Años después, cuando cofundó Valientes con la antropóloga Danitza Marentes y consiguió apoyos de políticos y empresarios para crear un observatorio de la explotación sexual de menores, adquirió una perspectiva más amplia sobre el delito. Por ahora se documentan unos 2.500 casos cada año y la mayoría de quienes lo sufren (el 78%) son niñas. Pero reconoce que existe un subregistro y explica que hay muchas víctimas que no se identifican como tal: no quieren denunciar a los familiares o redes de trata que las someten e incluso muchos adultos las consideran trabajadoras sexuales adultas.
Según explica, pese a que se tiene la percepción de que la mayor cantidad de víctimas está en Medellín y Cartagena, en realidad Bogotá encabeza los listados. “Hay una explotación más oculta y distribuida en diferentes zonas, y es menos mediática”, remarca. Jaramillo trabajó en el Ministerio de Comercio y Turismo, y vio desde allí cómo la llegada de explotadores extranjeros se dispararon tras la pandemia. “Cuando se pudo volver a viajar, vino un montón de gente que había contactado a niños cuando estaban pegados al computador”, explica. Aunque hay un sinnúmero de explotadores nacionales que se mueven por el país, asegura que la llegada de extranjeros no es residual.
Jaramillo ve un problema estructural y cultural detrás de este crimen. Considera que la narcocultura ha fomentado la sexualización de las mujeres colombianas y que los extranjeros las vean como una mercancía. “¿Por qué seguimos creando películas que dicen que somos fáciles o cariñosas? ¿Por qué nos ven así y por qué nosotros mismos nos vemos así?”, cuestiona. Para ella, no alcanza con concientizar al personal de los hoteles si la Policía nunca llega cuando hacen una denuncia. Asimismo, duda de la efectividad de medidas como un toque de queda en las áreas más afectadas. “Si restrinjo en una zona turística, se trasladan a otra, a apartamentos de Airbnb que no van a salir en televisión”, comenta.

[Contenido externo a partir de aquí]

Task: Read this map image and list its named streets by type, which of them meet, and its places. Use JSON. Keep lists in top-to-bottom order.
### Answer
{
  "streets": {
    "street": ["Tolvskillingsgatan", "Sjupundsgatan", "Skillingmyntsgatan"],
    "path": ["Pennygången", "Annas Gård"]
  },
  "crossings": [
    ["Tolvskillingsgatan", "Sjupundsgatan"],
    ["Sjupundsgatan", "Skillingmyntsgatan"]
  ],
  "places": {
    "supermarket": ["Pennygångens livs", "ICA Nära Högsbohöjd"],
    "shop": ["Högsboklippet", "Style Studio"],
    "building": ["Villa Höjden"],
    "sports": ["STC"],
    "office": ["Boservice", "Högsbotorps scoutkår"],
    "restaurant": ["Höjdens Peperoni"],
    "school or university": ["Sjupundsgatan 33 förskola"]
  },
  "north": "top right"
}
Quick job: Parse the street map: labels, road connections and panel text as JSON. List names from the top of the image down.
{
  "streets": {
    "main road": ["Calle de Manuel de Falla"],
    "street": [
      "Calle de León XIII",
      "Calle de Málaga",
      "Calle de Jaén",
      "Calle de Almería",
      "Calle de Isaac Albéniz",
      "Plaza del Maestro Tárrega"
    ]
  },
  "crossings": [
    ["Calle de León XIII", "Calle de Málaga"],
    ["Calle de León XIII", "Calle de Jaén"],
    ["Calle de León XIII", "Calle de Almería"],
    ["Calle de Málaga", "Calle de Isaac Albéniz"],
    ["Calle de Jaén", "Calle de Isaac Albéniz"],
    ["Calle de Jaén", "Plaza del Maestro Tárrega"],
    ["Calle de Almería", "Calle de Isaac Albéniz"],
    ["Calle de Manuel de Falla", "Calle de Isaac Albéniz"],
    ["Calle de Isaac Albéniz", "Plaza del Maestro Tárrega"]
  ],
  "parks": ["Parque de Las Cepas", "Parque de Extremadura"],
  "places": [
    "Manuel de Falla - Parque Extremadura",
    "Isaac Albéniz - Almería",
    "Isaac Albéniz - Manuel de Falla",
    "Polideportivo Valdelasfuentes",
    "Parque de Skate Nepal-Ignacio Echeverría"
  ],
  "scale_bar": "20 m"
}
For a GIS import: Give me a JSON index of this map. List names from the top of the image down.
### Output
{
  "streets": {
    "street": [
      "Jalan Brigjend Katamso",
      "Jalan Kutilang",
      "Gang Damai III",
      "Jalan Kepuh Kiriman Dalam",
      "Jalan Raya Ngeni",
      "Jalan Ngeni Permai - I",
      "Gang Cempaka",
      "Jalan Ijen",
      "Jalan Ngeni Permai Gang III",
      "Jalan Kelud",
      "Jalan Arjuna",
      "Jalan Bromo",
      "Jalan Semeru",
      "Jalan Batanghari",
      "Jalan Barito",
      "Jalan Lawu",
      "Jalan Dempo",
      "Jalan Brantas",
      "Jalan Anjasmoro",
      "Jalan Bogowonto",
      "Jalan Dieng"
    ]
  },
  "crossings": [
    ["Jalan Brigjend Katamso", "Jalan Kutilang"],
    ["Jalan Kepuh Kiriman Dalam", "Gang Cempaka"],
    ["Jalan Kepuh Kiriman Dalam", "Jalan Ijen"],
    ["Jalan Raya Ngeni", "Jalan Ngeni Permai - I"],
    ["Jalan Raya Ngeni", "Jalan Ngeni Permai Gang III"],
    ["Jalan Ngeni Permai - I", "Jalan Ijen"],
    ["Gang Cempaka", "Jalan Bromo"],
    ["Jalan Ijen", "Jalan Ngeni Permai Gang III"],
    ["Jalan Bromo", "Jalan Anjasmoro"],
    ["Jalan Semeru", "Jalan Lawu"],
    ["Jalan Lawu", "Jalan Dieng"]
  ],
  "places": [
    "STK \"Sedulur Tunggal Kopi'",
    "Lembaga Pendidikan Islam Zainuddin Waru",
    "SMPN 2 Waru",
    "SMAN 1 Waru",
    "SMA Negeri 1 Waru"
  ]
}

La activista ahora trabaja en Our Rescue, una organización internacional enfocada en trata de personas, tanto de adultos como de menores de edad. Se encarga de coordinar la asistencia a las víctimas tras la liberación, pero ha podido aprender de cómo trabajan los investigadores para identificar a los explotadores y cómo se articulan con la justicia. Le preocupan especialmente los desafíos que ha sumado la tecnología: antes, el proxenetismo y la demanda de explotación sexual eran los delitos más denunciados, mientras que ahora lo es la pornografía infantil —tres veces más que el siguiente—. En su trabajo actual, ha visto cada vez más casos. “Tuvimos la historia de una niña de seis años que estaba patinando en un parque, le tomaron una foto y la vendieron en la web negra: ‘Mire cómo se ve de rica, cómo se le talla el vestido. Imagínesela sin ese traje”, cuenta.
Jaramillo no tiene soluciones rápidas. Pide por ahora medir mejor las estrategias que se intentan en una u otra ciudad para acabar la explotación, y advierte sobre los peligros de poner fotos de hijos e hijas en redes sociales. Pero sobre todo, si le pide algo al 8 de Marzo, es pensar cómo se creó un modelo cultural que convirtió a las niñas en una mercancía y cómo repensar un futuro mejor para ellas.